(Beginning of GIVEN RECORDS)

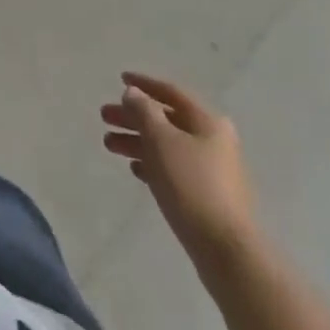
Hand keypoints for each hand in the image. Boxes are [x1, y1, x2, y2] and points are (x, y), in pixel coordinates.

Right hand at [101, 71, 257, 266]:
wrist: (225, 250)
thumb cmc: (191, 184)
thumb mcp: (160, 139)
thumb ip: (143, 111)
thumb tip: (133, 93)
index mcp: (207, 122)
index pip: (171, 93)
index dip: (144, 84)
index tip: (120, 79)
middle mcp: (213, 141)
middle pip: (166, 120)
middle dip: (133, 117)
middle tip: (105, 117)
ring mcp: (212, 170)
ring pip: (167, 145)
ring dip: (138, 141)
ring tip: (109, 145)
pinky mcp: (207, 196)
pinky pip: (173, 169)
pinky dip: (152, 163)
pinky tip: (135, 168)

(End of GIVEN RECORDS)

- _TASK TO CARRY OUT_
Set the listing down again exactly, skipping each picture.

- _TASK OUTPUT_
Hand keypoints for each hand in the image. Boxes are [x1, y1, x2, y2] and points are (x, y), in pixel coordinates.

Right hand at [101, 71, 257, 266]:
wrist: (225, 250)
thumb cmc: (191, 184)
thumb mcp: (160, 139)
thumb ip: (143, 111)
thumb tip: (133, 93)
index mcp: (207, 122)
index pip: (171, 93)
index dip: (144, 84)
index tip: (120, 79)
middle mcp: (213, 141)
middle pip: (166, 120)
middle dip: (133, 117)
middle tip: (105, 117)
ring mcp: (212, 170)
ring pip: (167, 145)
ring dip: (138, 141)
ring tip: (109, 145)
pinky mcp: (207, 196)
pinky pip: (173, 169)
pinky dip: (152, 163)
pinky tip: (135, 168)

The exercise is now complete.